Common Threads needed help. A nonprofit focused on teaching children, especially those in low-income communities, how to purchase, eat, and cook healthy foods by working with schools, teachers, and families, the organization wanted to diversify its revenues so as not to be too dependent on grants and donations.
As a result, Common Threads decided to ask clients to help pay for its nutrition programs. “Most of the schools we work with now, which is about several hundred across the country, receive our services for free,” says Holly Raymond, CFO of the nonprofit. “We need to make them see the value of the program and agree to pay for a part or all of it.”
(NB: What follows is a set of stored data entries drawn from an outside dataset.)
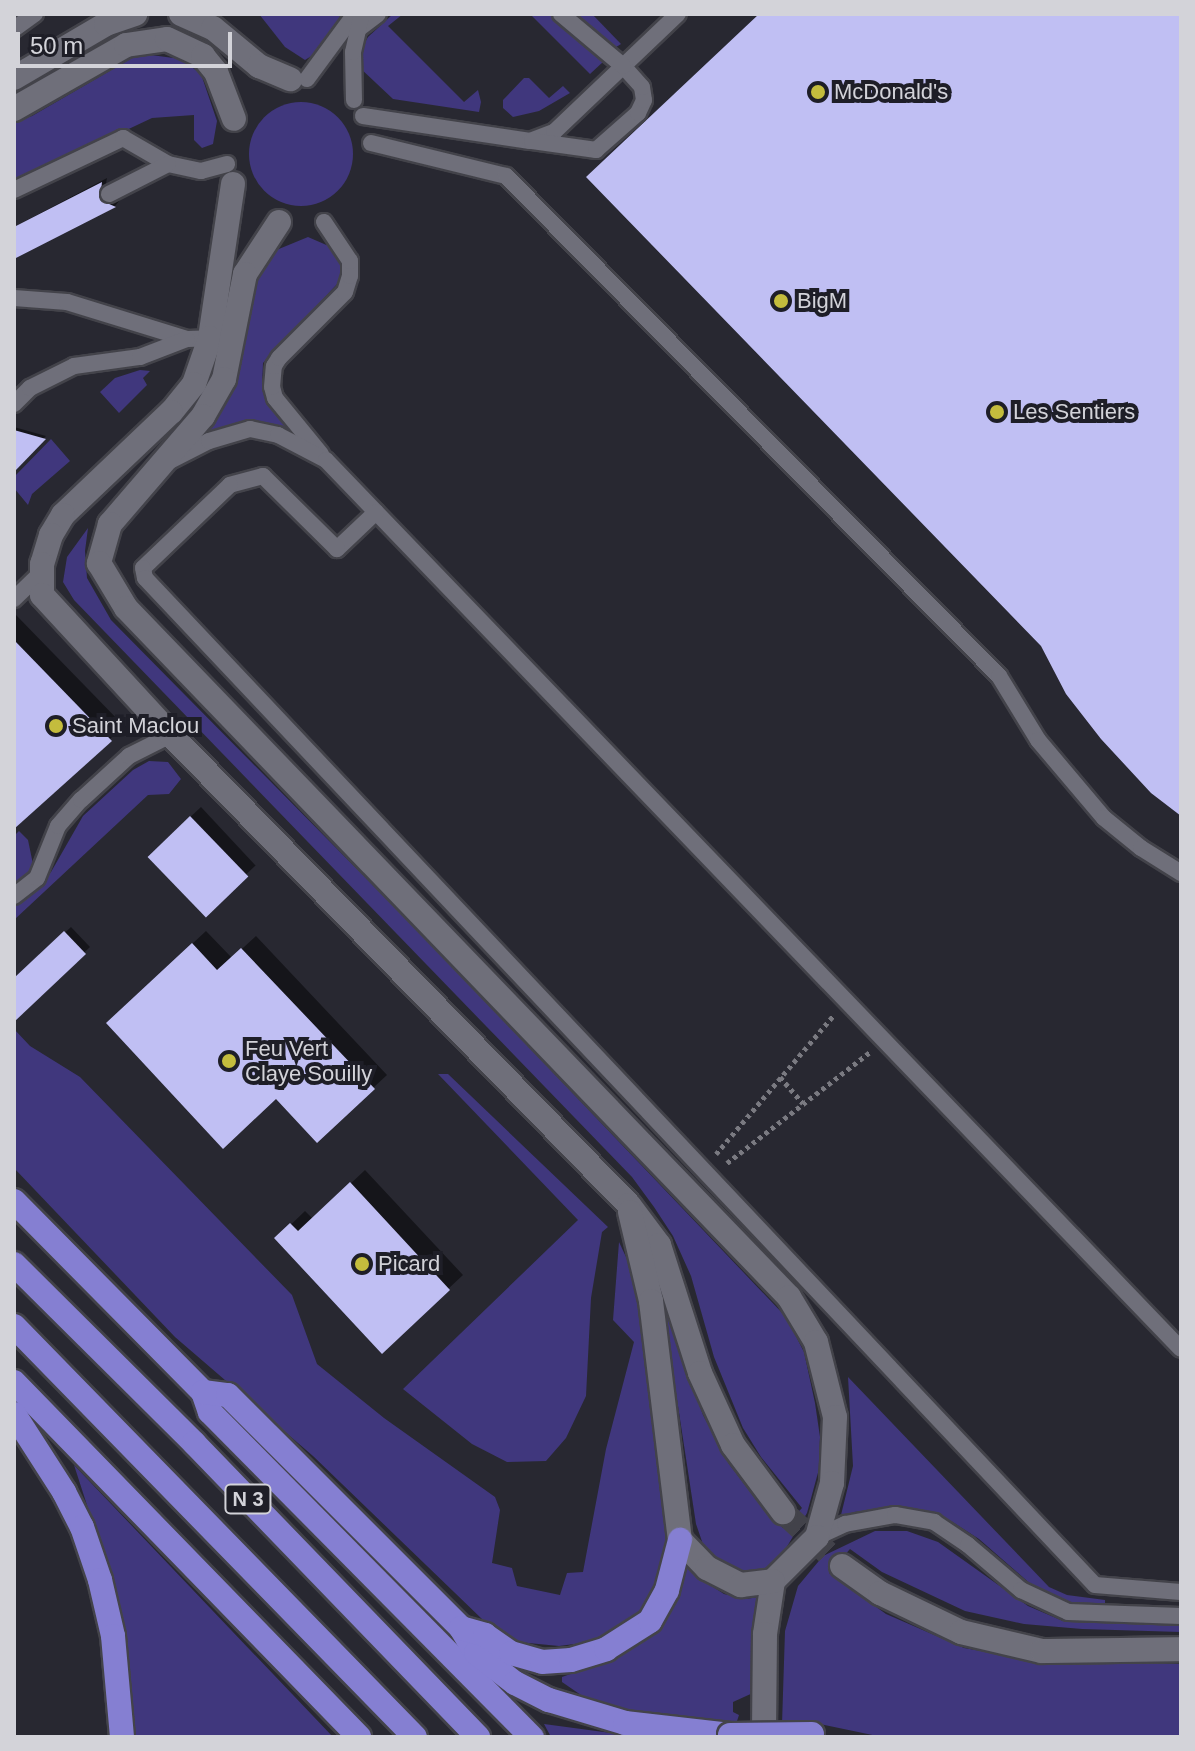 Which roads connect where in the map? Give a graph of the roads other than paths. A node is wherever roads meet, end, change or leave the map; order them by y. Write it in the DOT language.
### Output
graph roads {
  1 [pos="35,14"];
  2 [pos="135,14"];
  3 [pos="181,14"];
  4 [pos="378,14"];
  5 [pos="561,14"];
  6 [pos="678,14"];
  7 [pos="358,19"];
  8 [pos="14,29"];
  9 [pos="623,66"];
  10 [pos="14,78"];
  11 [pos="298,79"];
  12 [pos="354,100"];
  13 [pos="14,109"];
  14 [pos="363,116"];
  15 [pos="234,119"];
  16 [pos="530,141"];
  17 [pos="371,143"];
  18 [pos="168,164"];
  19 [pos="230,174"];
  20 [pos="14,190"];
  21 [pos="109,194"];
  22 [pos="279,222"];
  23 [pos="324,222"];
  24 [pos="14,298"];
  25 [pos="199,338"];
  26 [pos="14,404"];
  27 [pos="326,460"];
  28 [pos="162,466"];
  29 [pos="376,512"];
  30 [pos="42,572"];
  31 [pos="14,599"];
  32 [pos="171,735"];
  33 [pos="1181,873"];
  34 [pos="14,896"];
  35 [pos="14,1201"];
  36 [pos="629,1205"];
  37 [pos="14,1264"];
  38 [pos="14,1326"];
  39 [pos="1181,1349"];
  40 [pos="14,1382"];
  41 [pos="203,1392"];
  42 [pos="14,1414"];
  43 [pos="783,1512"];
  44 [pos="817,1537"];
  45 [pos="680,1540"];
  46 [pos="842,1566"];
  47 [pos="773,1581"];
  48 [pos="1181,1592"];
  49 [pos="1181,1616"];
  50 [pos="461,1628"];
  51 [pos="1181,1649"];
  52 [pos="818,1736"];
  53 [pos="122,1737"];
  54 [pos="359,1737"];
  55 [pos="415,1737"];
  56 [pos="478,1737"];
  57 [pos="532,1737"];
  58 [pos="764,1737"];
  1 -- 8 [label="lane"];
  2 -- 10 [label="street"];
  3 -- 11 [label="street"];
  4 -- 7 [label="lane"];
  5 -- 9 [label="lane"];
  6 -- 9 [label="lane"];
  7 -- 11 [label="lane"];
  7 -- 12 [label="lane"];
  9 -- 16 [label="lane"];
  9 -- 16 [label="lane"];
  13 -- 15 [label="street"];
  14 -- 16 [label="lane"];
  17 -- 33 [label="lane"];
  18 -- 19 [label="lane"];
  18 -- 20 [label="lane"];
  18 -- 21 [label="lane"];
  19 -- 25 [label="street"];
  22 -- 28 [label="street"];
  23 -- 27 [label="lane"];
  24 -- 25 [label="lane"];
  25 -- 26 [label="lane"];
  25 -- 30 [label="street"];
  27 -- 28 [label="lane"];
  27 -- 29 [label="lane"];
  28 -- 44 [label="street"];
  29 -- 39 [label="lane"];
  29 -- 48 [label="lane"];
  30 -- 31 [label="lane"];
  30 -- 32 [label="street"];
  32 -- 34 [label="lane"];
  32 -- 36 [label="street"];
  35 -- 41 [label="highway"];
  36 -- 43 [label="street"];
  36 -- 45 [label="street"];
  37 -- 56 [label="highway, N 3"];
  38 -- 55 [label="highway, N 3"];
  40 -- 54 [label="highway"];
  41 -- 50 [label="highway"];
  41 -- 57 [label="highway"];
  42 -- 53 [label="highway"];
  44 -- 47 [label="street"];
  44 -- 49 [label="lane"];
  45 -- 47 [label="street"];
  45 -- 50 [label="highway"];
  46 -- 51 [label="street"];
  47 -- 58 [label="street"];
  50 -- 52 [label="highway, bridge"];
} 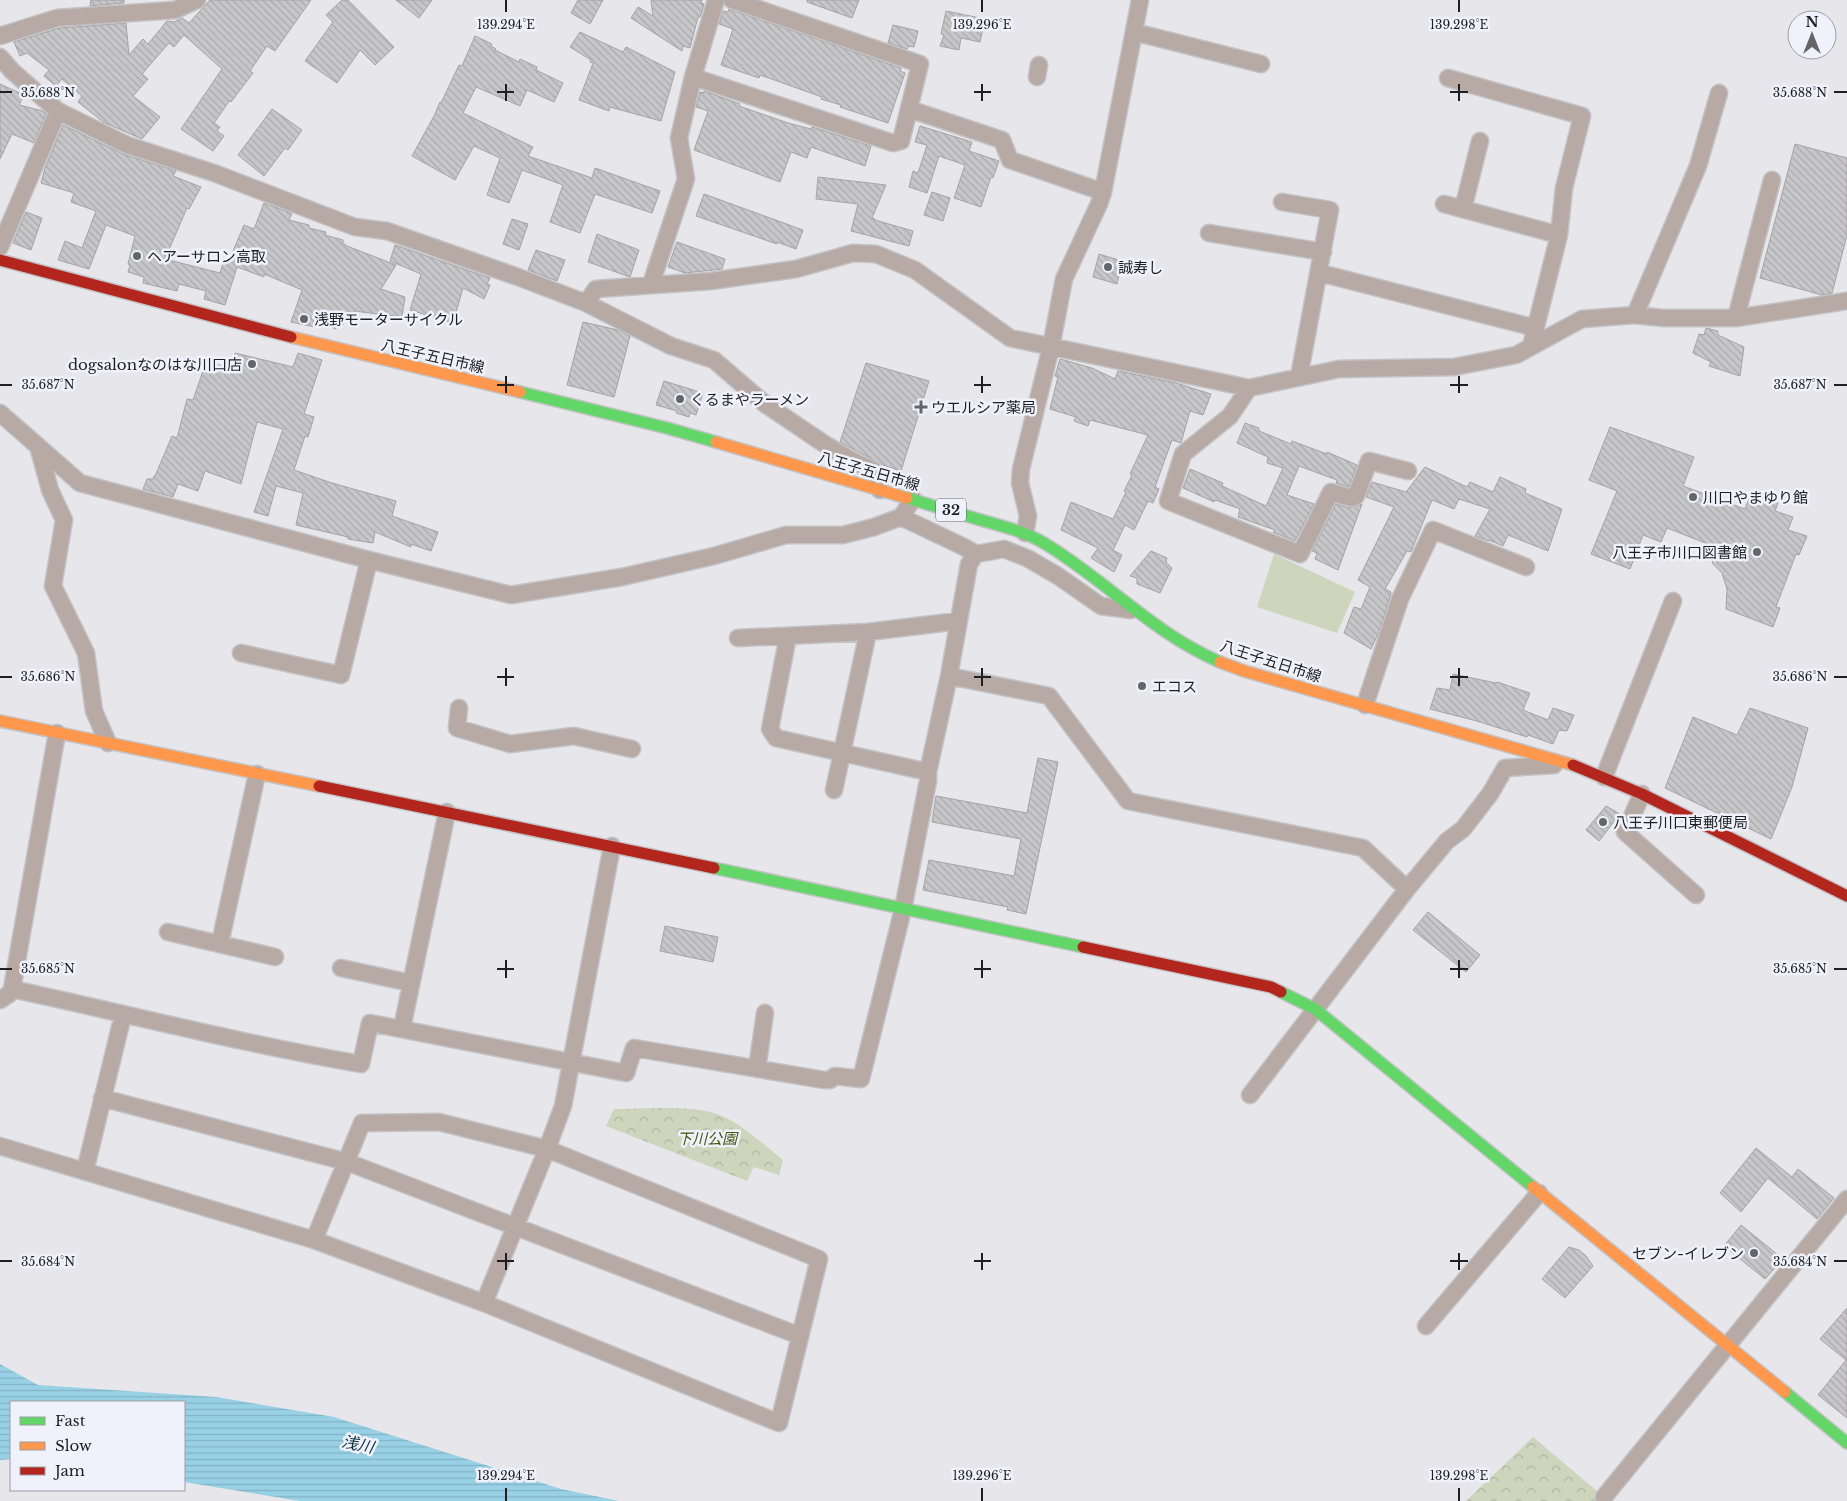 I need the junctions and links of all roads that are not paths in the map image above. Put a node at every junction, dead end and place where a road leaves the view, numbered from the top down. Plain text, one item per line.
1 (197, 0) edge
2 (716, 0) edge
3 (732, 0) edge
4 (1140, 0) edge
5 (1134, 32) junction
6 (0, 36) edge
7 (0, 57) edge
8 (1261, 64) dead end
9 (693, 77) junction
10 (1448, 78) dead end
11 (1719, 93) dead end
12 (909, 109) junction
13 (58, 111) junction
14 (1480, 141) dead end
15 (1764, 189) dead end
16 (1103, 192) junction
17 (1282, 202) dead end
18 (1444, 204) dead end
19 (1463, 209) junction
20 (1209, 233) dead end
21 (1559, 235) junction
22 (0, 247) edge
23 (1323, 252) junction
24 (0, 260) edge
25 (1320, 273) junction
26 (651, 284) junction
27 (1847, 301) edge
28 (586, 302) junction
29 (1635, 315) junction
30 (1736, 318) junction
31 (1536, 328) junction
32 (1532, 346) junction
33 (1051, 347) junction
34 (1299, 377) junction
35 (1249, 388) junction
36 (0, 413) edge
37 (38, 446) junction
38 (1408, 472) dead end
39 (880, 490) junction
40 (913, 499) junction
41 (901, 517) junction
42 (1025, 533) junction
43 (976, 554) junction
44 (369, 560) junction
45 (1526, 567) dead end
46 (1673, 602) dead end
47 (1135, 611) junction
48 (958, 621) junction
49 (868, 632) junction
50 (788, 636) junction
51 (738, 638) dead end
52 (241, 653) dead end
53 (949, 676) junction
54 (1365, 705) junction
55 (459, 708) dead end
56 (0, 721) edge
57 (57, 733) junction
58 (108, 743) junction
59 (632, 749) dead end
60 (844, 752) junction
61 (1574, 764) junction
62 (928, 772) junction
63 (257, 774) junction
64 (1604, 776) junction
65 (834, 790) dead end
66 (1642, 794) junction
67 (446, 812) junction
68 (612, 846) junction
69 (1407, 889) junction
70 (1696, 895) dead end
71 (1847, 896) edge
72 (903, 909) junction
73 (168, 932) dead end
74 (220, 943) junction
75 (275, 956) dead end
76 (341, 968) dead end
77 (411, 983) junction
78 (6, 994) edge
79 (1314, 1009) junction
80 (765, 1014) dead end
81 (123, 1015) junction
82 (402, 1028) junction
83 (572, 1063) junction
84 (757, 1069) junction
85 (1250, 1095) dead end
86 (102, 1098) junction
87 (0, 1146) edge
88 (547, 1149) junction
89 (347, 1162) junction
90 (85, 1171) junction
91 (1539, 1193) junction
92 (1847, 1199) edge
93 (516, 1225) junction
94 (314, 1240) junction
95 (484, 1303) junction
96 (1426, 1326) dead end
97 (800, 1336) junction
98 (1727, 1346) junction
99 (1847, 1443) edge
100 (1604, 1497) dead end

But how? For help with its marketing and financial strategies, Common Threads turned to Babson’s Management Consulting Field Experience (MCFE) program, which partners students with organizations seeking business advice. The challenge appealed to five undergraduates who all knew each other from having held executive positions in a professional fraternity for business majors: Christina Gee and Anamaria Najera, both ’17, signed up first and then told Gabrielle Mosher, Nicole Sun, and Megan Tsai, all ’16, about the project. Alfredo Keri, MBA’16, came on board as team leader to guide the undergraduates.
“We realize how important the group dynamic is to the success of a project,” says Tsai of her team. “You’re submitting your work to a real company, with professional people who will take you and your recommendations seriously. This brings real pressure and pushes you to do something that you’re going to be proud of. This is not just a grade.”
After talking with Common Threads to understand its mission and goals, the team gathered mid-semester to present their preliminary findings via a video conference. Social media marketing played a prominent role in the team’s recommendations to help constituents—schools, parents, funders, and culinary experts—understand the nonprofit’s value. Suggestions included enchancing search engine optimization of the nonprofit’s Facebook page with the help of volunteers, asking them to tag photos, for example. Twitter was discussed as useful for broadcasting real-time, quick bursts of information, which followers could be encouraged to retweet. The team also suggested hosting a weekly event on Instagram, which they named “Savor Sunday,” and using it to upload new culinary information for communities as a way to keep users involved.
The team created a pricing model to help the organization determine how much a school could pay. They also proposed using the price generated by the model as a starting point for discussions— not a hard-and-fast number—to encourage schools to participate.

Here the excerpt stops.